Image-guidance systems based on fiducial registration typically display some measure of registration accuracy based on the goodness of fit of the fiducials. A common measure is fiducial registration error (FRE), which equals the root-meansquare error in fiducial alignment between image space and physical space. It is natural for the surgeon to regard the displayed estimate of error as an indication of the accuracy of the system's ability to provide guidance to surgical targets for a given case. Thus, when the estimate is smaller than usual, it may be assumed that the target registration error (TRE) is likely to be smaller than usual. We show that this assumption, while intuitively convincing, is in fact wrong. We show it in two ways. First, we prove to first order that for a given system with a given level of normally distributed fiducial localization error, all measures of goodness of fit are statistically independent of TRE, and therefore FRE and TRE are uncorrelated. Second, we demonstrate by means of computer simulations that they are uncorrelated for the exact problem as well.

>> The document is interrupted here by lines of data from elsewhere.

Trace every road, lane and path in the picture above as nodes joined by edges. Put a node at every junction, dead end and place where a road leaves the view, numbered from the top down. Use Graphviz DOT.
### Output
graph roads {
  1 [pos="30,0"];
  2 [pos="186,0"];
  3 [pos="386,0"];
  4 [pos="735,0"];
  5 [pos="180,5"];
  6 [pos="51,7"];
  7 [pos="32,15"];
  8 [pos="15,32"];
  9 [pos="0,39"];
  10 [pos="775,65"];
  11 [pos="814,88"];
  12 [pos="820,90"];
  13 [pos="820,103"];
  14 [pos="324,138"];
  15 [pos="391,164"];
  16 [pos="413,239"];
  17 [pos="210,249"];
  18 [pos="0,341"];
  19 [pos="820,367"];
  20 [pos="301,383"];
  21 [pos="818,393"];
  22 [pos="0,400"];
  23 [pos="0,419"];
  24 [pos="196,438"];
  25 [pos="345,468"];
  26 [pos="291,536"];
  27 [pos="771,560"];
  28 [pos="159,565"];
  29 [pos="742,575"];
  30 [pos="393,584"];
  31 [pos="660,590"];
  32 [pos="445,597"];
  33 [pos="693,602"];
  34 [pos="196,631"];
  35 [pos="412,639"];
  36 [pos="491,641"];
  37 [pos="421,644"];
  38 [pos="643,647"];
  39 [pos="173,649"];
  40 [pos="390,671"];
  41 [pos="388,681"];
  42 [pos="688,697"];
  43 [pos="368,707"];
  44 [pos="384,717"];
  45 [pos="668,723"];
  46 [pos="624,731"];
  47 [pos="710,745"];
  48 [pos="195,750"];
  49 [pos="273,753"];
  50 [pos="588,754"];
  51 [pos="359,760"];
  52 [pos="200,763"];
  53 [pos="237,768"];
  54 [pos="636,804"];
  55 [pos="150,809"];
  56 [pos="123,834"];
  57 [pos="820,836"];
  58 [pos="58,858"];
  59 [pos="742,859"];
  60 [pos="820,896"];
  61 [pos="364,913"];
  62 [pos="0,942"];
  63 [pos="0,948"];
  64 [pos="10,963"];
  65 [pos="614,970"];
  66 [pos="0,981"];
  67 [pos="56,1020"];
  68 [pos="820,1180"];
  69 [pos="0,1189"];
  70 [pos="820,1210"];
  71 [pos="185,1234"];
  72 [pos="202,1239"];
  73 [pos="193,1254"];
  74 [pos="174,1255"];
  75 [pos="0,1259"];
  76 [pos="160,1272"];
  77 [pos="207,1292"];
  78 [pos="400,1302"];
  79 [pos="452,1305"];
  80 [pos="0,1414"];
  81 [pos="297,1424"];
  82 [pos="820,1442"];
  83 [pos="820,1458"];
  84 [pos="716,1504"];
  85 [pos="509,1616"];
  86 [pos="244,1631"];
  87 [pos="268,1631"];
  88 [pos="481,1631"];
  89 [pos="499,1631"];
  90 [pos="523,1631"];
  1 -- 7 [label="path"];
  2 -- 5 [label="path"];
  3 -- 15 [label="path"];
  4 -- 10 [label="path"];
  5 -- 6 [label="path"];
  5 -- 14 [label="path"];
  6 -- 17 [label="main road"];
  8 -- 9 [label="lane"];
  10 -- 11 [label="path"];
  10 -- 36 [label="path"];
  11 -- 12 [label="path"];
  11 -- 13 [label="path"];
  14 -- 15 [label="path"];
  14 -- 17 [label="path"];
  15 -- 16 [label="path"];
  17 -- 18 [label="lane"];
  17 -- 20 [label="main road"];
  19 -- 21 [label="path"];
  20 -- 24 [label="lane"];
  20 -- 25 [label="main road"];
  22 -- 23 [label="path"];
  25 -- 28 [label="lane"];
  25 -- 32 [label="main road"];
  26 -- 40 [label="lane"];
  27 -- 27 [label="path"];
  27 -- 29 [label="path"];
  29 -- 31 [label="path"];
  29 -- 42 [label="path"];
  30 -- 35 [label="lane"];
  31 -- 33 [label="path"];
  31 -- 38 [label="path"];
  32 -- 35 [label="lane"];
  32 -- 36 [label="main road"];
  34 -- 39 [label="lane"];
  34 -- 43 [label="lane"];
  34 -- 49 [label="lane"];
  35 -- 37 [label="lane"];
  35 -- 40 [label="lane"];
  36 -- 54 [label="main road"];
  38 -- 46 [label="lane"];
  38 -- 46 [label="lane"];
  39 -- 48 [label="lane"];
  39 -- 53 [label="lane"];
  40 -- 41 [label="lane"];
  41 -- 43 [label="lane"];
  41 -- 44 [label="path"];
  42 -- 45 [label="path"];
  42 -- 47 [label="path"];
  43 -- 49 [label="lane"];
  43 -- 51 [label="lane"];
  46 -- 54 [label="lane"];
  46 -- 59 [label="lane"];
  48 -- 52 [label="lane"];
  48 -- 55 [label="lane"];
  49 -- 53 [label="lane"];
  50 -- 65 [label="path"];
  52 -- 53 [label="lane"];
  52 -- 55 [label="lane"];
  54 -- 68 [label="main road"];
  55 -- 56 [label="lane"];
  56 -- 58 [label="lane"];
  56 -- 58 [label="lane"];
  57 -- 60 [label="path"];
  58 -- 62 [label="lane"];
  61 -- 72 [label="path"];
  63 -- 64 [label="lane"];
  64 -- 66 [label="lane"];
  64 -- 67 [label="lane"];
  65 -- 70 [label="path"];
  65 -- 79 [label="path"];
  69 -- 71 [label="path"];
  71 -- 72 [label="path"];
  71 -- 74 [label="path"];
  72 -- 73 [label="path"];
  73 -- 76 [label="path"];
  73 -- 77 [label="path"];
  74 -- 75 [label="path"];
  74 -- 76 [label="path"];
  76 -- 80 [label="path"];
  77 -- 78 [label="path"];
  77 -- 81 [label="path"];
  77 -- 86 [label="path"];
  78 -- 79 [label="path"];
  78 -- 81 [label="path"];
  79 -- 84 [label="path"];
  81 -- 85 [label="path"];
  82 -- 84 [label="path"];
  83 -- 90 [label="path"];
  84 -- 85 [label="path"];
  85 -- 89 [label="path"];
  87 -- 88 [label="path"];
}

Since TRE is the true measure of registration accuracy of importance to the success of the surgery, our results show that no estimate of accuracy for a given patient that is based on goodness of fiducial fit for that patient gives any information whatever about true registration accuracy for that patient. Therefore surgeons should stop using such measures as indicators of registration quality for the patients on whom they are about to operate.

Paper Details

Date Published: 13 March 2009
PDF: 12 pages
Proc. SPIE 7261, Medical Imaging 2009: Visualization, Image-Guided Procedures, and Modeling, 726102 (13 March 2009); doi: 10.1117/12.813601
Show Author Affiliations
J. Michael Fitzpatrick, Vanderbilt Univ. (United States)


Published in SPIE Proceedings Vol. 7261:
Medical Imaging 2009: Visualization, Image-Guided Procedures, and Modeling
Michael I. Miga; Kenneth H. Wong, Editor(s)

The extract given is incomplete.